#### Exercise instructions:
Once the line containing "const c = document.querySelector('canvas').getContext('2d');" is found in the entries below, restate it and each following line word for word, stopping after the line containing "const toPath = rows".

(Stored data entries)
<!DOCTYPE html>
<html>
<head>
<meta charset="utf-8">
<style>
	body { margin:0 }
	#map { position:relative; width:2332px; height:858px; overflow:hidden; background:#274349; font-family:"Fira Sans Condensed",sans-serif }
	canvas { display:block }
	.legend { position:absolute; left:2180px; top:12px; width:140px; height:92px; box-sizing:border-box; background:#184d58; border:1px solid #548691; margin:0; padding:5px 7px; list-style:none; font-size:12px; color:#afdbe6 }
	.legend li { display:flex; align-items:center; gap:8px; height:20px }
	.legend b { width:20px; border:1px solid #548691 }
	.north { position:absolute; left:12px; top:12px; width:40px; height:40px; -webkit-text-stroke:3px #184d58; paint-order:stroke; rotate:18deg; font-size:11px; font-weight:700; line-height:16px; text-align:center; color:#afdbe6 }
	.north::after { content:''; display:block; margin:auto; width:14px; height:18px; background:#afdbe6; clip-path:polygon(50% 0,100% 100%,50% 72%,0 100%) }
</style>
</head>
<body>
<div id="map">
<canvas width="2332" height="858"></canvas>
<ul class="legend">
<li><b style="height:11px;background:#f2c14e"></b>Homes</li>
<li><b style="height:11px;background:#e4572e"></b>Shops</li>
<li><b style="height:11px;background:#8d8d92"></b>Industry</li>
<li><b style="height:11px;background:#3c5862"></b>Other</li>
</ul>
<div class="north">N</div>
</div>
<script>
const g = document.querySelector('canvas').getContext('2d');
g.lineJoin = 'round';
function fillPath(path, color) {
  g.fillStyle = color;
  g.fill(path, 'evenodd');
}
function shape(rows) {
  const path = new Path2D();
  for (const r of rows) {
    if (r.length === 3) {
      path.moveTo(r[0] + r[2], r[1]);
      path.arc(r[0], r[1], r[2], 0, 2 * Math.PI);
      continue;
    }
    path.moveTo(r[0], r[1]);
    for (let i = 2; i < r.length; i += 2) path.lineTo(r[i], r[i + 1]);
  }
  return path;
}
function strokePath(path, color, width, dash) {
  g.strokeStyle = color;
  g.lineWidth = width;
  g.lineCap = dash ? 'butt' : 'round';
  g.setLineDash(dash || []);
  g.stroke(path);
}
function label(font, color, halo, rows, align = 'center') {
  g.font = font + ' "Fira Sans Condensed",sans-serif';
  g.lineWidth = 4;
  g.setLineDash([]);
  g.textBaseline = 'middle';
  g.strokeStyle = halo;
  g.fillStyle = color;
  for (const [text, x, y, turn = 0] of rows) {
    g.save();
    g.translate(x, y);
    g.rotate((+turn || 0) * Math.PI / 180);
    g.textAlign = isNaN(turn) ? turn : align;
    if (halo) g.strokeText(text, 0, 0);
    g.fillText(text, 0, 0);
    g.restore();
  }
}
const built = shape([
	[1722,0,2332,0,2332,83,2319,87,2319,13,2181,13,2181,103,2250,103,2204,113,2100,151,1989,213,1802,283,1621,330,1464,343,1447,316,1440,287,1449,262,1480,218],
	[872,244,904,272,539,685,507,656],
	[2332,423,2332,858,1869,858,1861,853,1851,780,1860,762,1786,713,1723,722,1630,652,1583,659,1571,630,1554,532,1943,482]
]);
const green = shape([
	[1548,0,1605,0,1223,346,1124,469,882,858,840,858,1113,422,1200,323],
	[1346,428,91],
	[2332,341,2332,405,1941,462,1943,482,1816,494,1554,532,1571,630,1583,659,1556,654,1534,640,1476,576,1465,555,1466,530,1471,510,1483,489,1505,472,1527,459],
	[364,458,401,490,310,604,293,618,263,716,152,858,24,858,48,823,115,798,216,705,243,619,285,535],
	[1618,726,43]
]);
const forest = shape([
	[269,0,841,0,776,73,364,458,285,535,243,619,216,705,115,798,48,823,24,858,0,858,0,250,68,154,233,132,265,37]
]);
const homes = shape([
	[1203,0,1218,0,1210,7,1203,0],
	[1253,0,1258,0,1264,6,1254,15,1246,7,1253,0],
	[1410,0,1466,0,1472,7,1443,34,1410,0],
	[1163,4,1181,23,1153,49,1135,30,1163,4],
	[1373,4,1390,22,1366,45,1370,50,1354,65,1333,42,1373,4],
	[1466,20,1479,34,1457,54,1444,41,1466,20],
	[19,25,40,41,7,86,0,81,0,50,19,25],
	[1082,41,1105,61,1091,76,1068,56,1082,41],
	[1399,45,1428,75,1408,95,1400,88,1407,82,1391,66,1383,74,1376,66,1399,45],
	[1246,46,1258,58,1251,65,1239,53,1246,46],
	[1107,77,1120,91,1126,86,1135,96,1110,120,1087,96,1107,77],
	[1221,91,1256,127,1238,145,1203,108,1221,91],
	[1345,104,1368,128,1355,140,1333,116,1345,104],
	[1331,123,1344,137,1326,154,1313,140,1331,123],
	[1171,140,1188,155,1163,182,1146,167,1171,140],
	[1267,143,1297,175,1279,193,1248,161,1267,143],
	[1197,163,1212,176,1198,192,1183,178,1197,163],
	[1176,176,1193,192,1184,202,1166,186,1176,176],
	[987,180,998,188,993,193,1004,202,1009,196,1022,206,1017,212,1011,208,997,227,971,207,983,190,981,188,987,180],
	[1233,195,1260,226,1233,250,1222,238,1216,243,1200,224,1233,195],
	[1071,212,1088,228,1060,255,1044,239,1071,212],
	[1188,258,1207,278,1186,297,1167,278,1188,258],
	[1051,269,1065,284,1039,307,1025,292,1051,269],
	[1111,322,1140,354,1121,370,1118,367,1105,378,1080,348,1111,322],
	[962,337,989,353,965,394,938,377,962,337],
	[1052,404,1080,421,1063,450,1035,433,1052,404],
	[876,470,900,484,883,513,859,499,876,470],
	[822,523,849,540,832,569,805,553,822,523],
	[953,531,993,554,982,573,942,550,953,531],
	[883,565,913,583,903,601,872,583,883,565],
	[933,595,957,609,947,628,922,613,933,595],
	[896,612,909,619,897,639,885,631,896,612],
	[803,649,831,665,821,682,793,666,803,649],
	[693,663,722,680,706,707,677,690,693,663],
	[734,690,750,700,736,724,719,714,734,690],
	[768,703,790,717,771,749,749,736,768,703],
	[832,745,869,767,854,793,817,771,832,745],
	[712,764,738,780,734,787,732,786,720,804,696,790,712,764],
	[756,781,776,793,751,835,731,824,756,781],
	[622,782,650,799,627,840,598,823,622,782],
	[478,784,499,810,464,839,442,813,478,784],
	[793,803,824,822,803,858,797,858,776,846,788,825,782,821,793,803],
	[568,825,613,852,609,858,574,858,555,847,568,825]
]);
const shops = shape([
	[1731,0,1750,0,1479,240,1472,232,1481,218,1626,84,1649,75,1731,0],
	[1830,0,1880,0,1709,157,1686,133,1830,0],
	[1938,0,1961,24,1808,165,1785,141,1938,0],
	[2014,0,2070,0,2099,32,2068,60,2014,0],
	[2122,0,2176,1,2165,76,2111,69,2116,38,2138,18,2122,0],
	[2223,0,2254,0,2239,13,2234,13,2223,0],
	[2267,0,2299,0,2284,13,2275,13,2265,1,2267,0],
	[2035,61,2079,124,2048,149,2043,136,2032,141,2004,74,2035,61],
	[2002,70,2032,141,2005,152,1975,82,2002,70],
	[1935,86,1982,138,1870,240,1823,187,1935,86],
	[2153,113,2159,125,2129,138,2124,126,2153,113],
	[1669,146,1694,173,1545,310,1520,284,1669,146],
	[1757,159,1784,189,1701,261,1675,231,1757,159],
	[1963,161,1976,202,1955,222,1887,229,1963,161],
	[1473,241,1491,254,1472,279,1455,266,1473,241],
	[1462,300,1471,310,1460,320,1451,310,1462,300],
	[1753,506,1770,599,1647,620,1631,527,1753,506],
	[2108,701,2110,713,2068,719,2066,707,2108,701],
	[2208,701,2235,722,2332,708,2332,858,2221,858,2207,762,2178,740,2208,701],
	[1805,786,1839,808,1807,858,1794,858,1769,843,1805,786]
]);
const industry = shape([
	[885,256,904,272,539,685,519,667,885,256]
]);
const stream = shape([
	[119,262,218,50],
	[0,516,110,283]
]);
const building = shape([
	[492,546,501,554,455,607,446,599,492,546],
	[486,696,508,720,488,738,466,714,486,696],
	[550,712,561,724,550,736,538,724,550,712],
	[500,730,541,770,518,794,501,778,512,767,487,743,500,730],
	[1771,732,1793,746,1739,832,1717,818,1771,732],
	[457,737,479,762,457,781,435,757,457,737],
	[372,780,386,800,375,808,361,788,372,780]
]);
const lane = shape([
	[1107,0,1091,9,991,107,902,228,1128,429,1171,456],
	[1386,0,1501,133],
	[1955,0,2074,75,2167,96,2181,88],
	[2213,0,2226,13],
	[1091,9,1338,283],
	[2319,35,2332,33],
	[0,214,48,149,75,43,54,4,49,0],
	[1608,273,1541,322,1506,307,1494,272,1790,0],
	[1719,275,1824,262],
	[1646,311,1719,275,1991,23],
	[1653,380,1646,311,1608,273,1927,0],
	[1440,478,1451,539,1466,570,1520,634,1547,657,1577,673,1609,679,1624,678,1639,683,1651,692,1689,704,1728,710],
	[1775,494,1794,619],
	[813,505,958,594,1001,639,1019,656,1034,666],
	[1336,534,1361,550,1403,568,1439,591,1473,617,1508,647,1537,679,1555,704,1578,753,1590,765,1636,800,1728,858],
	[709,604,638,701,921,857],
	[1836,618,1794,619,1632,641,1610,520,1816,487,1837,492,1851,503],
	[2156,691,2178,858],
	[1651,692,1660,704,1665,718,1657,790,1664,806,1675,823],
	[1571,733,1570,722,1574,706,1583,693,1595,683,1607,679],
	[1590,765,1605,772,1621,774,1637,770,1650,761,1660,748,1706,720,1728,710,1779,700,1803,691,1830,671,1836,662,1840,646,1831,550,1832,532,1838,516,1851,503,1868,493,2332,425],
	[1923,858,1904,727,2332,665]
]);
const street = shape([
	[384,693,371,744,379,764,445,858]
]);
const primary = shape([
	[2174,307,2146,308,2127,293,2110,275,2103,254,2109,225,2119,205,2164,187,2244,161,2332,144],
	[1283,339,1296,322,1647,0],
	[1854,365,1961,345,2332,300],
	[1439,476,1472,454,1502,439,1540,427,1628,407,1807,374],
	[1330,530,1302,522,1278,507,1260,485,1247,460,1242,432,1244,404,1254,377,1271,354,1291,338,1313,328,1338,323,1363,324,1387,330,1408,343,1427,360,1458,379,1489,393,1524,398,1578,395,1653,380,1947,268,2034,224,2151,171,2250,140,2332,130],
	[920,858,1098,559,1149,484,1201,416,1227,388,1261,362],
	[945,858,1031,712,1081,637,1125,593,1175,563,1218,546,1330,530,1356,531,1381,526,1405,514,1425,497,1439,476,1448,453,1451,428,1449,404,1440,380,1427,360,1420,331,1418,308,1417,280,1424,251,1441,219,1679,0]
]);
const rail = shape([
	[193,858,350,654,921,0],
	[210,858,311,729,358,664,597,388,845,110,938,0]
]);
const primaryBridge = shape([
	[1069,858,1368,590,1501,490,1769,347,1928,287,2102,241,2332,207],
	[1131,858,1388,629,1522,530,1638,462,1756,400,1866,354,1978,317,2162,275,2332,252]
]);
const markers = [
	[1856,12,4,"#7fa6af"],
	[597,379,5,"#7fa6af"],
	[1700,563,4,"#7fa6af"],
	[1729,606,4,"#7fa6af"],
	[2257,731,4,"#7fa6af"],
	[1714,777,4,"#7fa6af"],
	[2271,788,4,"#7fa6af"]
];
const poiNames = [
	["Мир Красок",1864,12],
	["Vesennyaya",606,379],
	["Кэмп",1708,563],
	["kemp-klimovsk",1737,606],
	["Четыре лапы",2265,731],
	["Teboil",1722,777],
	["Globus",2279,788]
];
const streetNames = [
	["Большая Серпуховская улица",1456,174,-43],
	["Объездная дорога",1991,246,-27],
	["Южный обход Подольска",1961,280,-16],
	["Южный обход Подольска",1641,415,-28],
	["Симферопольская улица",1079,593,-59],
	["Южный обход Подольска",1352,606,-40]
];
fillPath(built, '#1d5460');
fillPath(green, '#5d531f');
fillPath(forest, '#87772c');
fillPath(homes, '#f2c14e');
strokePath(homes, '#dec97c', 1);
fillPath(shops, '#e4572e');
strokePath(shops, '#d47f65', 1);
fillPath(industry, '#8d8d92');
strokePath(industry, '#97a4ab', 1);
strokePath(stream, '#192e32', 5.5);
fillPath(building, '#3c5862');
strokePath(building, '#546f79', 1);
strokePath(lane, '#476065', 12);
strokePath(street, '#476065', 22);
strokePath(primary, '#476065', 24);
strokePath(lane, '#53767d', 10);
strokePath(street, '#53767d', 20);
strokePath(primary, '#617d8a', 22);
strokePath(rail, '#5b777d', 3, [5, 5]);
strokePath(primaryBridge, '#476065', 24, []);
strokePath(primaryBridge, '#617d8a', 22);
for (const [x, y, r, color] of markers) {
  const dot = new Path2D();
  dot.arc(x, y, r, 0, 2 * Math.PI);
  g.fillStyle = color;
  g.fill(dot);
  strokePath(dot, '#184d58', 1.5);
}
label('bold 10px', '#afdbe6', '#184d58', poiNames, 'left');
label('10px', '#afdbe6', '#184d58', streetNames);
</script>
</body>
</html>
--
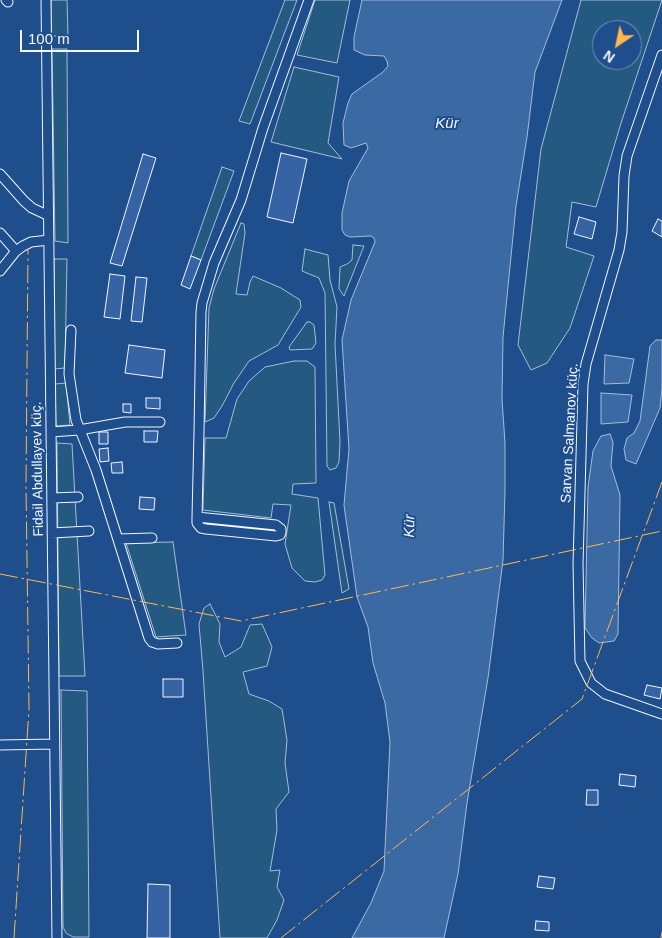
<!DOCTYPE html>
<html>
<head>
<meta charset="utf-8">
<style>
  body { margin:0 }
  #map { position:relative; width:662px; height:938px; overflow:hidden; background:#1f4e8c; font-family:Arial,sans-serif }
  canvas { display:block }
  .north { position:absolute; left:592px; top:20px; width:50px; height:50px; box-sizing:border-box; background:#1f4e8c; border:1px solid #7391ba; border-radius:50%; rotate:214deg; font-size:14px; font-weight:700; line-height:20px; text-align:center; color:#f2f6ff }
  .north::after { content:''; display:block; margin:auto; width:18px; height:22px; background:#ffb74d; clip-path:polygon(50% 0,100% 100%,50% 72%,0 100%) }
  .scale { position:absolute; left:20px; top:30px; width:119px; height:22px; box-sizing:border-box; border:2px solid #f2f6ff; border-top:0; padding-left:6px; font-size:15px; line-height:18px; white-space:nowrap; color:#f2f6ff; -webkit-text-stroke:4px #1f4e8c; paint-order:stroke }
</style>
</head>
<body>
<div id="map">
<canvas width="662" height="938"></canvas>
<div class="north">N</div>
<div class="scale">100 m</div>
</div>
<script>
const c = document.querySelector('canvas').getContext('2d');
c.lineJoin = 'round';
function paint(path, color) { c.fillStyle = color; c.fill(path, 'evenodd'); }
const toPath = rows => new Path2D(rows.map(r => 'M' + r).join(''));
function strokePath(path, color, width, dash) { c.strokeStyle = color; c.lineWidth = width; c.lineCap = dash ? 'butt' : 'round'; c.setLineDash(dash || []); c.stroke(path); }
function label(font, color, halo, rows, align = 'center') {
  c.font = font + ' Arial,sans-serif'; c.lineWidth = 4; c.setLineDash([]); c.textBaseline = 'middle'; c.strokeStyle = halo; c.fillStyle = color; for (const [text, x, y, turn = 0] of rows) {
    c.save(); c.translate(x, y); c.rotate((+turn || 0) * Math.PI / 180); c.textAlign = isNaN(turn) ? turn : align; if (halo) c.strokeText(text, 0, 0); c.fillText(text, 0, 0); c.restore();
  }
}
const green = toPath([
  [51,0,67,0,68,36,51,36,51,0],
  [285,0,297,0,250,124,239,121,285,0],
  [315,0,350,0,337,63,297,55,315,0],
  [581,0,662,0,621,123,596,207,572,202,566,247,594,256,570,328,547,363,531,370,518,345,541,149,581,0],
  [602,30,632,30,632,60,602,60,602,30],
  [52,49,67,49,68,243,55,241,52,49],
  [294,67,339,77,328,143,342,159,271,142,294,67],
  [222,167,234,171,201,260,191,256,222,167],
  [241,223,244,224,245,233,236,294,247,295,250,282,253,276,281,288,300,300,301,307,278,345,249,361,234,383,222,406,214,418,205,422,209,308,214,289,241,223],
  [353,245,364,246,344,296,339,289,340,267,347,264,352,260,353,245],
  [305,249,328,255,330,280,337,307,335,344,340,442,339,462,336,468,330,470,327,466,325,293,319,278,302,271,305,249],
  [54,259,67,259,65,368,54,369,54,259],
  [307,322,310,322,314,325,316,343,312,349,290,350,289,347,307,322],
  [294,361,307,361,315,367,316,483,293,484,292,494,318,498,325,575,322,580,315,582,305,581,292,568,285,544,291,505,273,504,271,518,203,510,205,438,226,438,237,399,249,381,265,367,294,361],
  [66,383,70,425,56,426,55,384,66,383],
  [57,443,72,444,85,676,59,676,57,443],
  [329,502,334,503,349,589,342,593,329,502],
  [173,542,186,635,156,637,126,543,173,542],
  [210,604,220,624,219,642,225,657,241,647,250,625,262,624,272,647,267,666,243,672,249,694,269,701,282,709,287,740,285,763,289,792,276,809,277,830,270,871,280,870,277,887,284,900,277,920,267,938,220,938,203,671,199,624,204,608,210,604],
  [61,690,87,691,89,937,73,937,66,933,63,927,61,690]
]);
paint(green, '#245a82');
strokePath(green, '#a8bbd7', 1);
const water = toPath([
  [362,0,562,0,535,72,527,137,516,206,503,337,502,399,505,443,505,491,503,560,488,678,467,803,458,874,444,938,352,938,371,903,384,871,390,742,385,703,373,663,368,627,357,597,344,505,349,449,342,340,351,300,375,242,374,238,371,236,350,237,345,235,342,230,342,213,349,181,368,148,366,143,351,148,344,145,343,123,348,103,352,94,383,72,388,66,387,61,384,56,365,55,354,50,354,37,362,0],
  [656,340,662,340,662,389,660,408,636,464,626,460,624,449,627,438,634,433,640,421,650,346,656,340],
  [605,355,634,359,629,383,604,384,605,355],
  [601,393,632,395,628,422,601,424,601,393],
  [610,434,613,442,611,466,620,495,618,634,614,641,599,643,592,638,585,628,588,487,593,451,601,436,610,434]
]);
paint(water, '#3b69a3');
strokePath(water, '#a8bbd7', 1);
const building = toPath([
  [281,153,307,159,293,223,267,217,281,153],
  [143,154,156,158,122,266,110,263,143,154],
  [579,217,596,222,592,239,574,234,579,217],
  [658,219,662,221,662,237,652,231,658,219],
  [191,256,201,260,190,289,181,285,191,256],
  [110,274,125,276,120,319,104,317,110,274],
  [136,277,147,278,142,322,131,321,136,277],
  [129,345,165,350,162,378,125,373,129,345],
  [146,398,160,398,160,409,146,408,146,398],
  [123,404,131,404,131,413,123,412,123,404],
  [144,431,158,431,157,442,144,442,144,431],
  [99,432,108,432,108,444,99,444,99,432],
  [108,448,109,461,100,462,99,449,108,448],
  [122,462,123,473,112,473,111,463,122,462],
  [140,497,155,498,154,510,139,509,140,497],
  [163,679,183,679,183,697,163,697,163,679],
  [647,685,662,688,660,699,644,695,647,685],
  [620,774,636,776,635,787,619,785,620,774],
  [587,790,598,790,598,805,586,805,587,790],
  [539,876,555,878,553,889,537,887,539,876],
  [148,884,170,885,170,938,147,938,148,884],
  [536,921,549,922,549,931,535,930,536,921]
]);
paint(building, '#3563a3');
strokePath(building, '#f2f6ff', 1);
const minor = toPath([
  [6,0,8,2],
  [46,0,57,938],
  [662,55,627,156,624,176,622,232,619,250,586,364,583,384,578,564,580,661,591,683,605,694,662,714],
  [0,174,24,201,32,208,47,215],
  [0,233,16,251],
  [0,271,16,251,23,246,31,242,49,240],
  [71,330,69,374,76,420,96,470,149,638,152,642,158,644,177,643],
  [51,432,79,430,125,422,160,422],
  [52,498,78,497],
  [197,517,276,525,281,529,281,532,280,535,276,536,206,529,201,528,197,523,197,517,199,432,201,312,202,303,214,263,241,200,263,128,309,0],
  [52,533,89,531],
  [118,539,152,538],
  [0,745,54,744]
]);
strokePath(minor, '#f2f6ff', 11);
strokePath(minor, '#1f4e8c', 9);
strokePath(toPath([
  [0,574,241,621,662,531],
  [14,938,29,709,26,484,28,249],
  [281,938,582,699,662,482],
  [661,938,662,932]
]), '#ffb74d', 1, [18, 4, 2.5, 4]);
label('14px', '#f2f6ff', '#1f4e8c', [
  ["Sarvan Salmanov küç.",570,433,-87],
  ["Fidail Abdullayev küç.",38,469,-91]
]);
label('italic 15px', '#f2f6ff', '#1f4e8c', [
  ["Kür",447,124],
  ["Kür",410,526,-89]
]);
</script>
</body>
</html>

#### Result for this task:
const c = document.querySelector('canvas').getContext('2d');
c.lineJoin = 'round';
function paint(path, color) { c.fillStyle = color; c.fill(path, 'evenodd'); }
const toPath = rows => new Path2D(rows.map(r => 'M' + r).join(''));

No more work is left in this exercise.